What is needed: The entries that follow must be written out exactly, without any of the pictures they contain.
◆ ◆ ◆ ◆ ◆ ◆ ◆
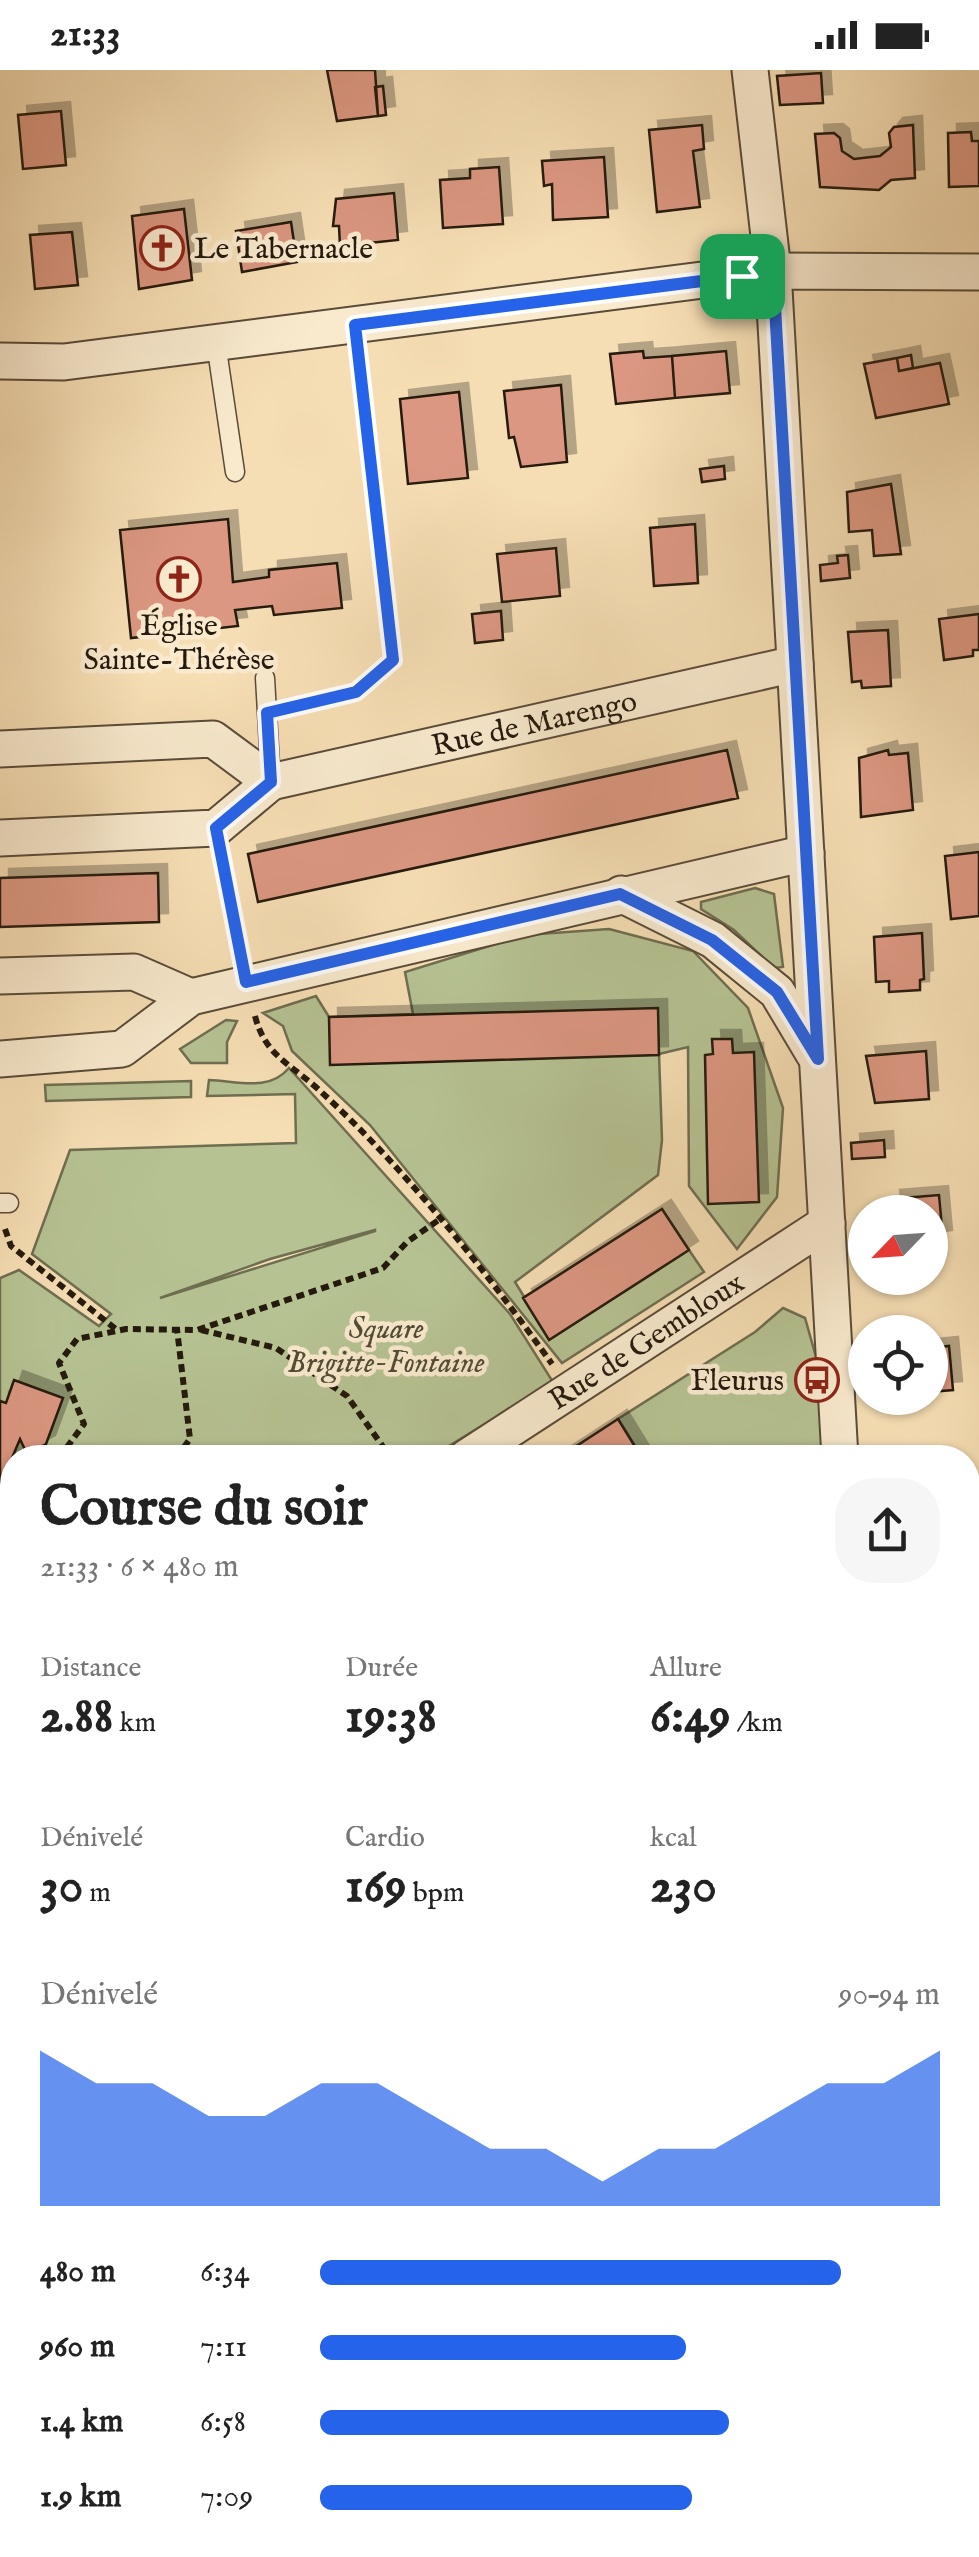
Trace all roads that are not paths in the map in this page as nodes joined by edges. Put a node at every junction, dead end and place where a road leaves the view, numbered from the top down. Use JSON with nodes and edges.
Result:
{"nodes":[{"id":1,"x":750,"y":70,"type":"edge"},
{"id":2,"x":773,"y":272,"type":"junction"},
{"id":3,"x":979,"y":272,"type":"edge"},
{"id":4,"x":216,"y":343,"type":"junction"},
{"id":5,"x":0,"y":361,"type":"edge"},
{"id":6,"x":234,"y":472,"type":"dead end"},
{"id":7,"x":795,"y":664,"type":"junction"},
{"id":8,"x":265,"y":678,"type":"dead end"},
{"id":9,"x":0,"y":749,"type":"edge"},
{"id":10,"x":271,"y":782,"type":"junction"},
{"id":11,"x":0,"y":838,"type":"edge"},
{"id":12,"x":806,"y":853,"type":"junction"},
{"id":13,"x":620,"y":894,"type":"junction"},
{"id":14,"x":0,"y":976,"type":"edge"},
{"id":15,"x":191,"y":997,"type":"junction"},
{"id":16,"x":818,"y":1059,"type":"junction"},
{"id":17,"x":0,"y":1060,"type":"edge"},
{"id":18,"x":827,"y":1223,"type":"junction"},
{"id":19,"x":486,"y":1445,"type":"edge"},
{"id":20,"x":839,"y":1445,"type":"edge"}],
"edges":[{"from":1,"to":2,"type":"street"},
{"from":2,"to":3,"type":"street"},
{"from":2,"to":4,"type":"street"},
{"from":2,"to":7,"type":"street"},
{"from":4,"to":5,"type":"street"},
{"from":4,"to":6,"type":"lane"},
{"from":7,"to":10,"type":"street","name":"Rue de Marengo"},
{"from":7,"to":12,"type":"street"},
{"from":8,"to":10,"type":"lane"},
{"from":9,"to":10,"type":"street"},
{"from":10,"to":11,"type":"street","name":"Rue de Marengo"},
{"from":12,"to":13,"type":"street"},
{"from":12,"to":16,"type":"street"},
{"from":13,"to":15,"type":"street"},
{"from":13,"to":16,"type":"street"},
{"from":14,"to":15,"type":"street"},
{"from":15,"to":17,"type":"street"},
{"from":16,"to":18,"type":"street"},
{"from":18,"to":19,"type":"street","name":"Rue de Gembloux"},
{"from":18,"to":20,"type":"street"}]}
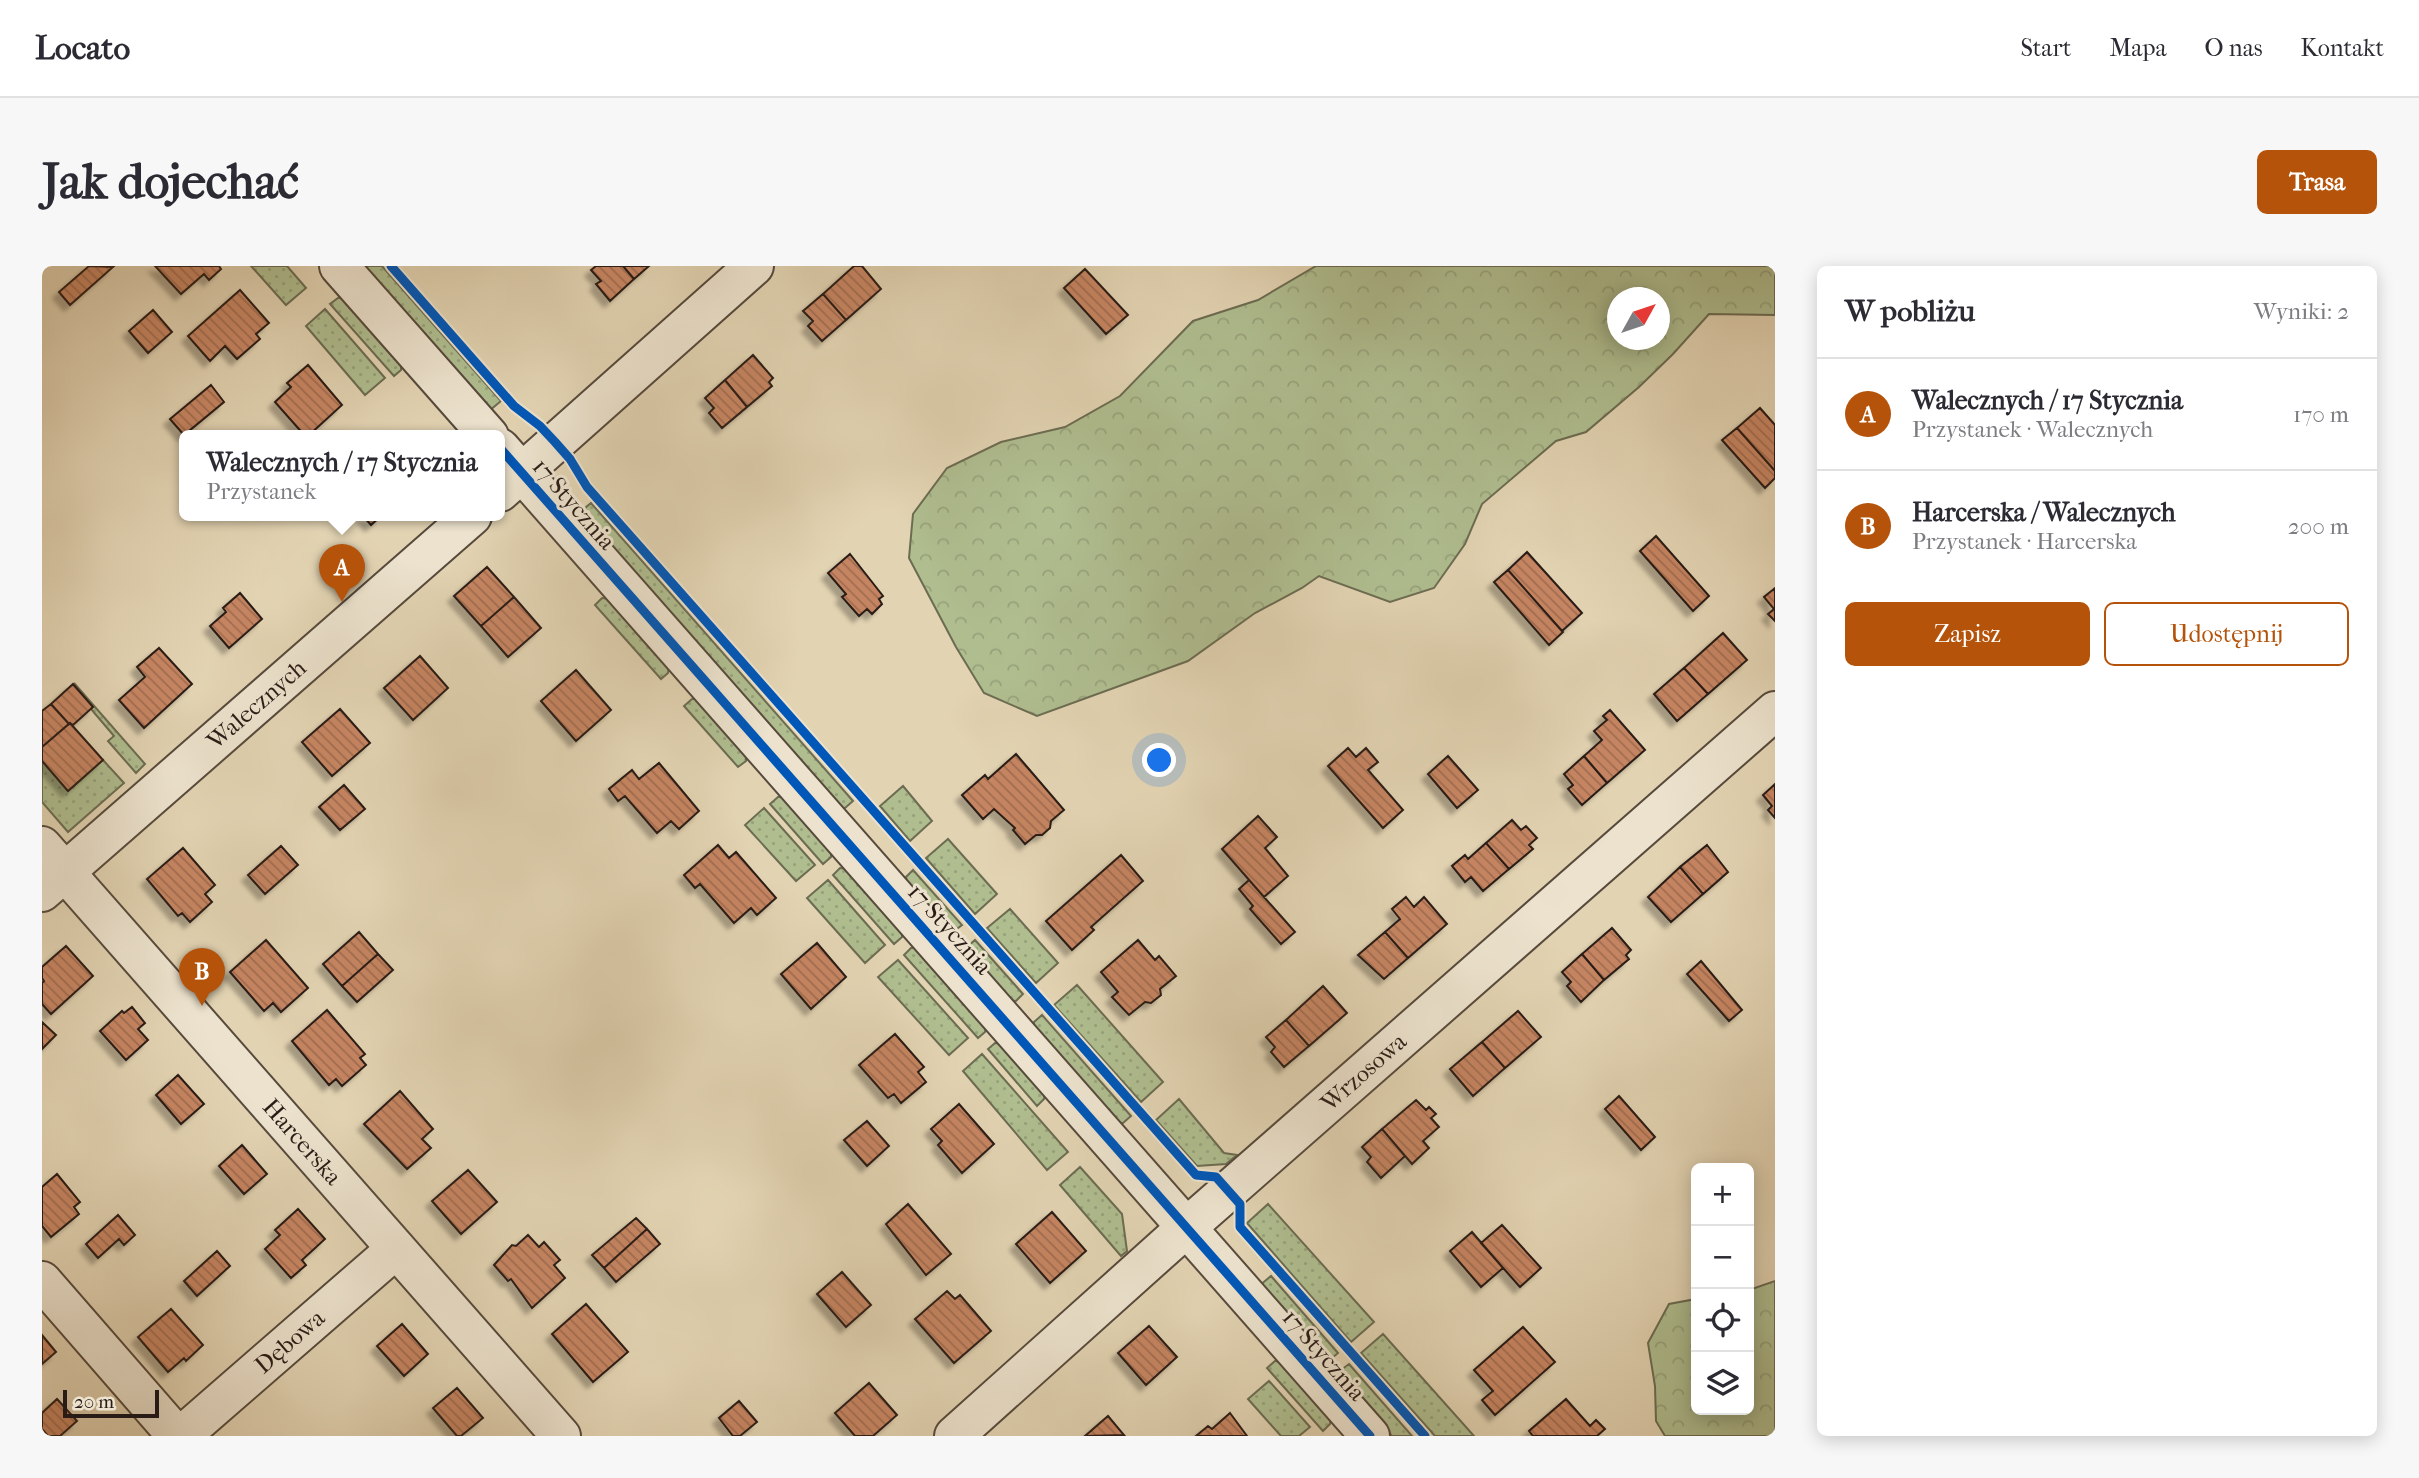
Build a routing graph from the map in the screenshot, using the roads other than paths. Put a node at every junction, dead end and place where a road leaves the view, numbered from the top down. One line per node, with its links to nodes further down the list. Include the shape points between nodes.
◆ ◆ ◆ ◆ ◆ ◆ ◆
Result of this exercise:
Trace all roads that are not paths in the map in this page as nodes joined by edges. Put a node at every junction, dead end and place where a road leaves the view, numbered from the top down. Use JSON with nodes and edges.
Result:
{"nodes":[{"id":1,"x":750,"y":70,"type":"edge"},
{"id":2,"x":773,"y":272,"type":"junction"},
{"id":3,"x":979,"y":272,"type":"edge"},
{"id":4,"x":216,"y":343,"type":"junction"},
{"id":5,"x":0,"y":361,"type":"edge"},
{"id":6,"x":234,"y":472,"type":"dead end"},
{"id":7,"x":795,"y":664,"type":"junction"},
{"id":8,"x":265,"y":678,"type":"dead end"},
{"id":9,"x":0,"y":749,"type":"edge"},
{"id":10,"x":271,"y":782,"type":"junction"},
{"id":11,"x":0,"y":838,"type":"edge"},
{"id":12,"x":806,"y":853,"type":"junction"},
{"id":13,"x":620,"y":894,"type":"junction"},
{"id":14,"x":0,"y":976,"type":"edge"},
{"id":15,"x":191,"y":997,"type":"junction"},
{"id":16,"x":818,"y":1059,"type":"junction"},
{"id":17,"x":0,"y":1060,"type":"edge"},
{"id":18,"x":827,"y":1223,"type":"junction"},
{"id":19,"x":486,"y":1445,"type":"edge"},
{"id":20,"x":839,"y":1445,"type":"edge"}],
"edges":[{"from":1,"to":2,"type":"street"},
{"from":2,"to":3,"type":"street"},
{"from":2,"to":4,"type":"street"},
{"from":2,"to":7,"type":"street"},
{"from":4,"to":5,"type":"street"},
{"from":4,"to":6,"type":"lane"},
{"from":7,"to":10,"type":"street","name":"Rue de Marengo"},
{"from":7,"to":12,"type":"street"},
{"from":8,"to":10,"type":"lane"},
{"from":9,"to":10,"type":"street"},
{"from":10,"to":11,"type":"street","name":"Rue de Marengo"},
{"from":12,"to":13,"type":"street"},
{"from":12,"to":16,"type":"street"},
{"from":13,"to":15,"type":"street"},
{"from":13,"to":16,"type":"street"},
{"from":14,"to":15,"type":"street"},
{"from":15,"to":17,"type":"street"},
{"from":16,"to":18,"type":"street"},
{"from":18,"to":19,"type":"street","name":"Rue de Gembloux"},
{"from":18,"to":20,"type":"street"}]}
Build a routing graph from the map in the screenshot, using the roads other than paths. Put a node at every junction, dead end and place where a road leaves the view, numbered from the top down. One line per node, with its links to nodes further down the list. Include the shape points between nodes.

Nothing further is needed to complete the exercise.